Après avoir fait le tour de sa garde robe, elle s'affala sur son lit, désespérée. Elle n'avait rien qui convenait à une soirée mondaine. Ils avaient convenu par téléphone, qu'il viendrait la chercher vendredi soir à dix-neuf heures trente. David l’appela pour l’inviter à dîner ce même vendredi soir. Il se moqua d’elle lorsqu’elle lui expliqua qu’elle n’avait rien à se mettre après s’être étonnée que lui-même ne soit pas invité et il raccrocha sur : "bisous amuse-toi bien avec Jack". Elle pensa un instant demander à sa meilleure amie Isatis mais se ravisa en décidant qu'elle porterait sa classique petite robe noire. Droite, courte, pas trop près du corps pour permettre à ses rondeurs, dû au décès de sa mère, de passer inaperçues. Elle mettrait l'accent sur les accessoires, le maquillage et la coiffure. N’étant pas douée en ce qui concerne tout ça, elle téléphona à la femme de son neveu qui était maquilleuse pro, sa nièce, sa meilleure amie et son coiffeur.
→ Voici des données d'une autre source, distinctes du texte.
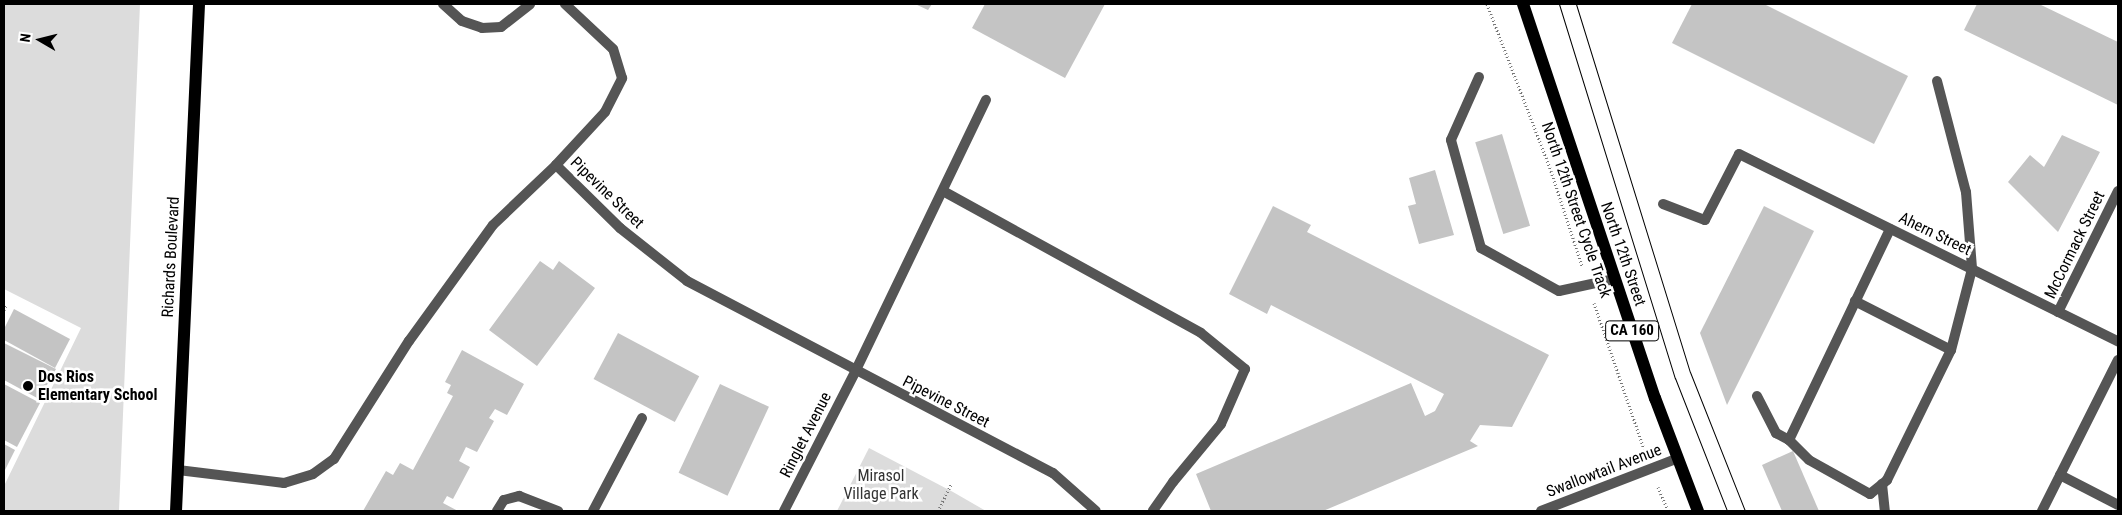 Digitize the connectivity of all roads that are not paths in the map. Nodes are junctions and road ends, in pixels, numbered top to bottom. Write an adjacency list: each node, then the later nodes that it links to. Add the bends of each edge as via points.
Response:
1 (199, 4): 26 (main road, Richards Boulevard)
2 (443, 4): 3 (street, via 462,22 482,28 501,27)
3 (530, 4)
4 (565, 4): 9 (street, via 613,49 622,78 605,112)
5 (1523, 4): 15 (main road, North 12th Street / CA 160)
6 (1479, 77): 15 (street, via 1451,140 1481,248 1559,291)
7 (1936, 80): 14 (street, via 1966,192)
8 (986, 100): 10 (street, Ringlet Avenue)
9 (556, 165): 21 (street, Pipevine Street, via 620,228 687,281); 26 (street, Pipevine Street, via 493,224 409,341 334,459 313,474 284,484)
10 (943, 191): 21 (street, Ringlet Avenue); 36 (street, via 1201,333 1244,369 1221,424 1173,482)
11 (2118, 191): 17 (street, McCormack Street)
12 (1663, 204): 13 (street, Ahern Street, via 1704,220 1739,154)
13 (1890, 229): 14 (street, Ahern Street); 16 (street)
14 (1972, 269): 17 (street, Ahern Street); 19 (street)
15 (1614, 279): 25 (main road, North 12th Street / CA 160)
16 (1855, 301): 19 (street); 24 (street)
17 (2058, 312): 18 (street, Ahern Street)
18 (2118, 341)
19 (1951, 350): 28 (street, via 1887,480)
20 (2118, 360): 27 (street)
21 (855, 372): 34 (street, Ringlet Avenue); 35 (street, Pipevine Street, via 1053,473)
22 (1757, 396): 24 (street, via 1776,433)
23 (642, 418): 33 (street)
24 (1789, 440): 28 (street, via 1809,460 1870,494)
25 (1678, 458): 37 (street, Swallowtail Avenue); 38 (main road, North 12th Street / CA 160)
26 (178, 470): 30 (main road, Richards Boulevard)
27 (2060, 475): 29 (street); 40 (street)
28 (1882, 484): 39 (street)
29 (2118, 506)
30 (176, 511)
31 (497, 511): 32 (street, via 504,500 519,496)
32 (558, 511)
33 (593, 511)
34 (784, 511)
35 (1096, 511)
36 (1154, 511)
37 (1541, 511)
38 (1698, 511)
39 (1885, 511)
40 (2042, 511)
Deux jours la séparait encore de cette soirée. Rien qu'à l'idée de le revoir, un sourire rêveur s'affichait sur ses lèvres. À trente-neuf ans, elle ne pensait plus avoir de coup de foudre. Pour elle, les sentiments étaient plus posés, plus réfléchis. Cela faisait tellement longtemps qu'elle n'avait pas ressenti ça qu'elle s'en pensait définitivement à l'abri. Il fallait qu'elle redescende cependant car il ne partageait sans doute pas son ressenti. Elle ne connaissait pas son âge mais il lui semblait qu'il avait à peu près le même que David donc aux alentours de trente-huit ans. Un homme si charmant ne pouvait pas être encore célibataire. Á priori, pas de femme ou de fiancée sinon il ne l'aurait pas conviée et serait encore moins venu la chercher. Roulant les yeux, elle s'imagina Jack gay. Un coup de sonnette le jeudi, onze heures trente, lui réserva une surprise énorme. Un livreur, encore ! Des boîtes comme on en voit dans les films. Il traversa l’entrée puis le couloir afin de les déposer sur la table de la salle à manger. Circonspecte, elle examina du regard ces boîtes mystérieuses. Les boîtes affichaient un logo de boutique de luxe parisienne. Jack, ça ne pouvait être que lui. Elle ouvrit la petite enveloppe : Je suis désolé de vous avoir mise dans l'embarras. Un petit oiseau m’a soufflé quelques secrets… J’espère que cela vous plaira… À très vite…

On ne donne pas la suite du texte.